-- RECORDS FOR PROCESSING follows --

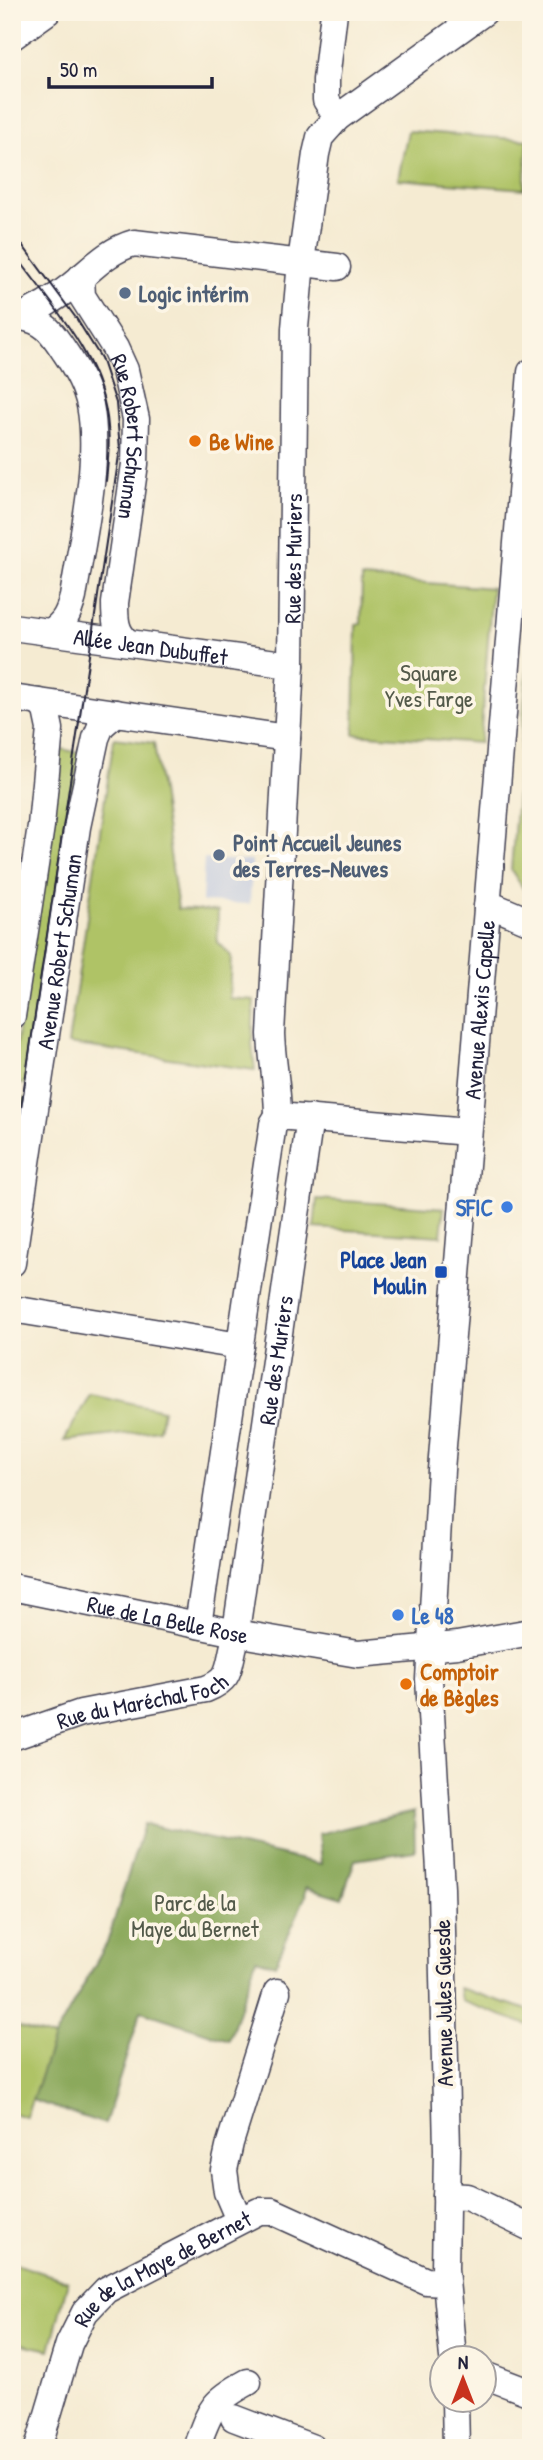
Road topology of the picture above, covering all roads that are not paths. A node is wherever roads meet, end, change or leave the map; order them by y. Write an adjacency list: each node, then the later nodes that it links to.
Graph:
1 (47, 12): 4 (street)
2 (484, 12): 5 (street)
3 (332, 13): 5 (street)
4 (12, 37)
5 (337, 118): 6 (street, Rue des Muriers)
6 (301, 262): 7 (street); 8 (street); 14 (street, Rue des Muriers)
7 (337, 267)
8 (81, 277): 9 (street); 13 (street, Rue Robert Schuman)
9 (17, 319): 12 (street, Rue Robert Schuman)
10 (531, 372): 19 (street, Avenue Alexis Capelle)
11 (12, 627): 12 (street, Allée Jean Dubuffet)
12 (50, 632): 13 (street, Allée Jean Dubuffet)
13 (127, 642): 14 (street, Allée Jean Dubuffet)
14 (290, 665): 18 (street, Rue des Muriers)
15 (12, 698): 16 (street)
16 (39, 702): 17 (street); 21 (street, Avenue Robert Schuman)
17 (116, 713): 18 (street); 25 (street, Avenue Robert Schuman)
18 (287, 738): 22 (street, Rue des Muriers)
19 (488, 907): 20 (street); 24 (street, Avenue Alexis Capelle)
20 (531, 922)
21 (12, 1016)
22 (278, 1116): 23 (street); 27 (street, Rue des Muriers)
23 (310, 1118): 24 (street); 31 (street, Rue des Muriers)
24 (468, 1132): 32 (street, Avenue Alexis Capelle)
25 (12, 1263)
26 (12, 1309): 27 (street)
27 (240, 1346): 29 (street, Rue des Muriers)
28 (12, 1587): 29 (street, Rue de La Belle Rose)
29 (198, 1625): 31 (street, Rue de La Belle Rose)
30 (531, 1632): 32 (street)
31 (236, 1633): 32 (street, Rue de La Belle Rose); 33 (street, Rue du Maréchal Foch)
32 (431, 1648): 35 (street, Avenue Jules Guesde)
33 (12, 1737)
34 (277, 1992): 36 (street)
35 (446, 2196): 37 (street); 38 (street, Avenue Jules Guesde)
36 (239, 2220): 38 (street, Rue de la Maye de Bernet); 45 (street, Rue de la Maye de Bernet)
37 (531, 2228)
38 (445, 2282): 39 (street, Avenue Jules Guesde)
39 (452, 2344)
40 (498, 2380): 42 (street)
41 (248, 2382): 46 (street)
42 (531, 2393)
43 (455, 2414): 48 (street)
44 (234, 2418): 47 (street)
45 (38, 2448)
46 (196, 2448)
47 (313, 2448)
48 (456, 2448)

-- RECORDS FOR PROCESSING concluded --

> **WHAT IS EXPECTED**
Report the tally of lines in the material holding "Allée", and add nothing to it.

> **RESPONSE BOX**
3